Early in the summer, bookings at South Carolina hotels were picking up steam. From mid-May to late June, the statewide occupancy rate increased each week, from less than 40 percent to a peak of about 57 percent.
But coronavirus cases were rising, too, and as the state emerged as a hotspot, travelers became more wary. Hotels started to report cancellations, and rates dipped for a couple of weeks.
Since then, the virus’s spread in the state has slowed, and South Carolina hotels have been about half full. Weekly occupancy rates have hovered at that point — give or take a few percentage points — for about 2½ months so far.
It’s hard to say how long that will continue, said state tourism director Duane Parrish.
“Occupancy could be flat in the fall,” said Parrish, who does anticipate “closing the gap” somewhat between last year’s figures and 2020 numbers.
A 50 percent rate, for example, would look better against a rate of 64 percent from October 2019 than compared to last year’s July average of 73 percent.
The only mid-pandemic figures that factored out to positive comparisons to 2019 were for the week ending Sept. 5. But those slight year-over-year gains were not the result of a significant surge in travel for the Labor Day weekend.
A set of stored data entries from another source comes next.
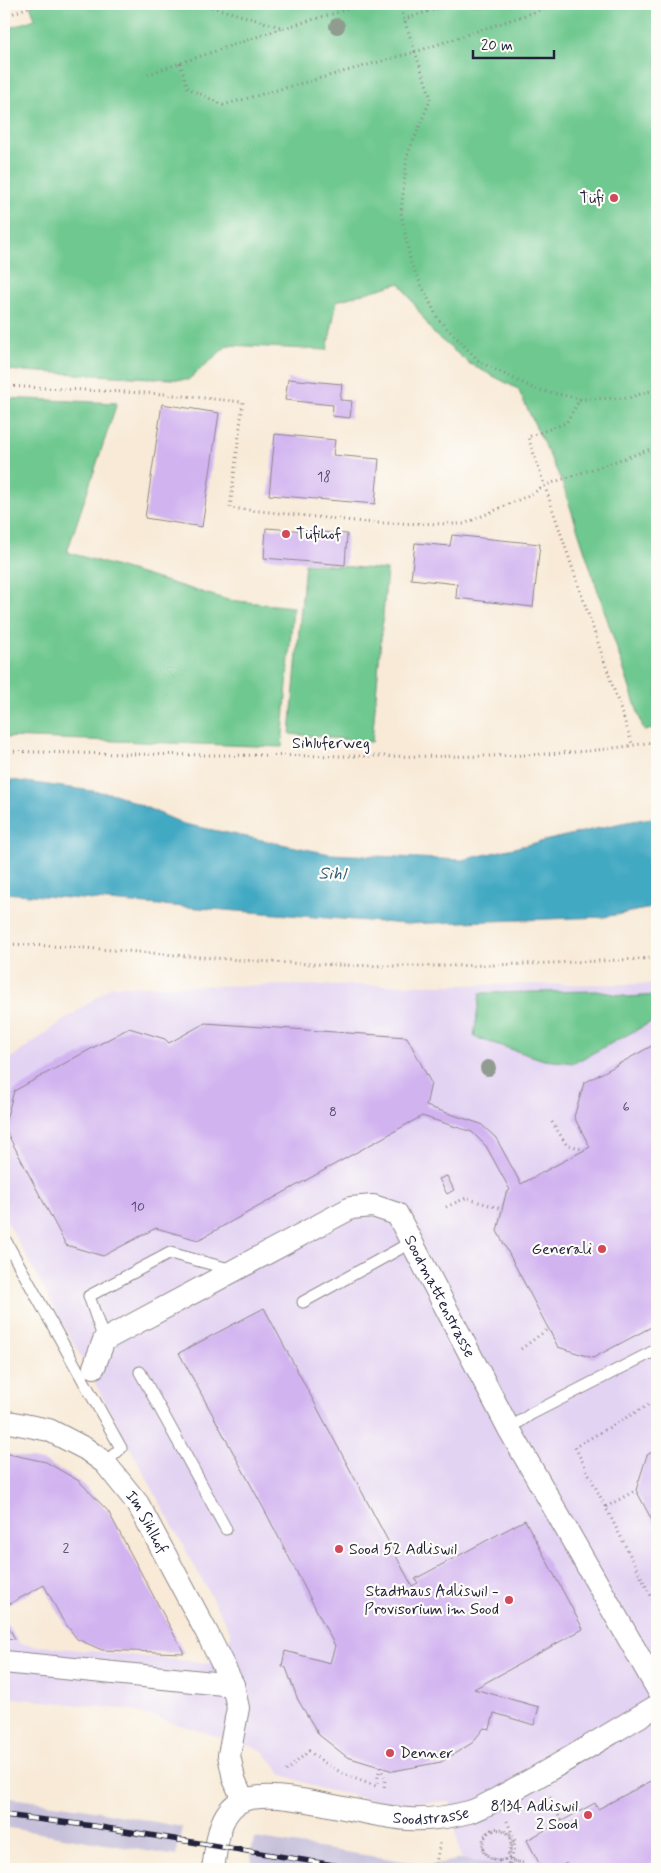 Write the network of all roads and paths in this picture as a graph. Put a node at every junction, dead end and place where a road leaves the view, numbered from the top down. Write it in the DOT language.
graph roads {
  1 [pos="36,4"];
  2 [pos="202,4"];
  3 [pos="366,4"];
  4 [pos="399,4"];
  5 [pos="452,4"];
  6 [pos="558,4"];
  7 [pos="4,17"];
  8 [pos="404,18"];
  9 [pos="284,28"];
  10 [pos="415,52"];
  11 [pos="180,63"];
  12 [pos="148,74"];
  13 [pos="4,386"];
  14 [pos="657,388"];
  15 [pos="580,399"];
  16 [pos="657,447"];
  17 [pos="543,486"];
  18 [pos="657,741"];
  19 [pos="632,746"];
  20 [pos="4,751"];
  21 [pos="4,944"];
  22 [pos="657,958"];
  23 [pos="552,1122"];
  24 [pos="585,1150"];
  25 [pos="446,1207"];
  26 [pos="502,1209"];
  27 [pos="4,1238"];
  28 [pos="410,1243"];
  29 [pos="233,1270"];
  30 [pos="303,1302"];
  31 [pos="548,1330"];
  32 [pos="104,1340"];
  33 [pos="521,1349"];
  34 [pos="654,1351"];
  35 [pos="86,1371"];
  36 [pos="140,1372"];
  37 [pos="657,1400"];
  38 [pos="4,1421"];
  39 [pos="509,1429"];
  40 [pos="49,1430"];
  41 [pos="4,1432"];
  42 [pos="104,1463"];
  43 [pos="636,1490"];
  44 [pos="606,1507"];
  45 [pos="226,1529"];
  46 [pos="657,1608"];
  47 [pos="4,1662"];
  48 [pos="233,1685"];
  49 [pos="657,1688"];
  50 [pos="657,1706"];
  51 [pos="286,1771"];
  52 [pos="548,1793"];
  53 [pos="383,1799"];
  54 [pos="243,1800"];
  55 [pos="505,1816"];
  56 [pos="561,1821"];
  57 [pos="441,1835"];
  58 [pos="511,1860"];
  59 [pos="523,1863"];
  60 [pos="217,1865"];
  61 [pos="435,1869"];
  62 [pos="508,1869"];
  1 -- 7 [label="path"];
  2 -- 9 [label="path"];
  3 -- 9 [label="path"];
  4 -- 8 [label="path"];
  5 -- 8 [label="path"];
  6 -- 10 [label="path"];
  8 -- 10 [label="path"];
  9 -- 11 [label="path"];
  10 -- 11 [label="path"];
  10 -- 15 [label="path"];
  11 -- 12 [label="path"];
  13 -- 17 [label="path"];
  14 -- 15 [label="path"];
  15 -- 17 [label="path"];
  16 -- 17 [label="path"];
  17 -- 19 [label="path"];
  18 -- 19 [label="path, Sihluferweg"];
  19 -- 20 [label="path, Sihluferweg"];
  21 -- 22 [label="path"];
  23 -- 24 [label="path"];
  25 -- 26 [label="path"];
  27 -- 35 [label="lane"];
  28 -- 29 [label="street, Soodmattenstrasse"];
  28 -- 30 [label="lane"];
  28 -- 39 [label="street, Soodmattenstrasse"];
  29 -- 32 [label="street, Soodmattenstrasse"];
  29 -- 32 [label="lane"];
  31 -- 33 [label="path"];
  32 -- 35 [label="street"];
  34 -- 39 [label="lane"];
  35 -- 42 [label="lane"];
  36 -- 45 [label="lane"];
  37 -- 44 [label="path"];
  38 -- 40 [label="street, Im Sihlhof"];
  39 -- 49 [label="street, Soodmattenstrasse"];
  40 -- 41 [label="lane"];
  40 -- 42 [label="street, Im Sihlhof"];
  42 -- 48 [label="street, Im Sihlhof"];
  43 -- 44 [label="path"];
  44 -- 46 [label="path"];
  47 -- 48 [label="street"];
  48 -- 54 [label="street, Im Sihlhof"];
  50 -- 54 [label="street, Soodstrasse"];
  51 -- 53 [label="path"];
  52 -- 56 [label="path"];
  54 -- 60 [label="street"];
  55 -- 58 [label="path"];
  57 -- 61 [label="path"];
  58 -- 58 [label="path, bridge"];
  58 -- 59 [label="path, bridge"];
  58 -- 62 [label="path, bridge"];
}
While the end-of-summer holiday provided a boost, figures for that week were up against days when travel was depressed by the threat of Hurricane Dorian last year. In its weekly release of tourism data, Parrish’s department cautioned that the revenue looked “unusually elevated” over those dates for that reason.
Year-to-date, key lodging indicators, like the number of night stays sold at hotels or the revenue collected per available room, are down about 30 percent to 40 percent. The industry overall — valued this past February at $24 billion — has lost some $4.4 billion since the start of the pandemic in March.
For the month of August, average occupancy in South Carolina was 49 percent. In the Charleston area, the average was lower, about 44 percent for the month, according to the College of Charleston’s Office of Tourism Analysis.
That’s a decline of almost 37 percent compared to 2019 occupancy numbers for the Holy City. So far this year, nights sold at Charleston-area hotels have been down almost 42 percent.
Fall is typically a strong season for tourism in the Holy City, said Daniel Guttentag, the director for the Office of Tourism Analysis. Things usually don’t start to really slow until November.
Hotels in the Charleston region filled about 76 percent of their rooms in October last year. There’s no telling what that figure will look like this year, but Guttentag said he wouldn’t be surprised if occupancy remains somewhat stagnant.
“I think it’s reasonable to expect that we’ve plateaued, and that could continue for a while longer,” Guttentag said, with the added caveat that he wouldn’t put too much stock in any predictions right now.
Not only has tourism decreased, Guttentag said, but consumer behavior among travelers is changing, making it more difficult to project how the rest of the year will play out. One example of that is the comparative success of short-term rentals over traditional hotels as tourists seek out the privacy they can offer and the kinds of destinations where Airbnb and Vrbo properties are prevalent, like beach towns.
Of all the major tourism markets in the state, hotels in the Hilton Head Island area have been faring the best, according to frequent reports during the pandemic from the S.C. Department of Parks, Recreation and Tourism.
For the week ending Sept. 12, for example, the Hilton Head area filled about 61 percent of its hotel rooms, compared to a rate of 51 percent statewide.
One factor working in that market’s favor, Parrish said, is that Hilton Head doesn’t have the kind of “defined downtown area” that cities like Charleston, Columbia and Greenville do.
“Downtown areas nationwide are not doing well,” Parrish said.
Those who are traveling are still gravitating toward to outdoor destinations. Fall bookings at South Carolina’s state parks are ahead of last year, Parrish noted, and he said he expects the mountainous areas of the Upstate won’t have a hard time attracting hikers as the weather starts to cool.
South Carolina is still focusing most heavily on tourists within driving distance, but the overall pool of potential visitors is growing.
The most recent round of the firm Longwood International’s COVID-19 Traveler Sentiment Study found that half of Americans feel safe going on a trip this fall.
About two-thirds of the people surveyed who have plans to travel in the next six months are changing their plans because of COVID-19 — still a large share but the lowest figure since the first wave of the survey was sent out in mid-March.
One of the things they’ll be watching, Parrish said, is whether virtual schooling affects fall travel. While the start of the school year usually means an end to much of the traditional family summer vacation business, the continued reliance on virtual schooling could prompt more families to take more trips even though the fall semester has started.
For now, though, Parrish said, it’s too soon to say.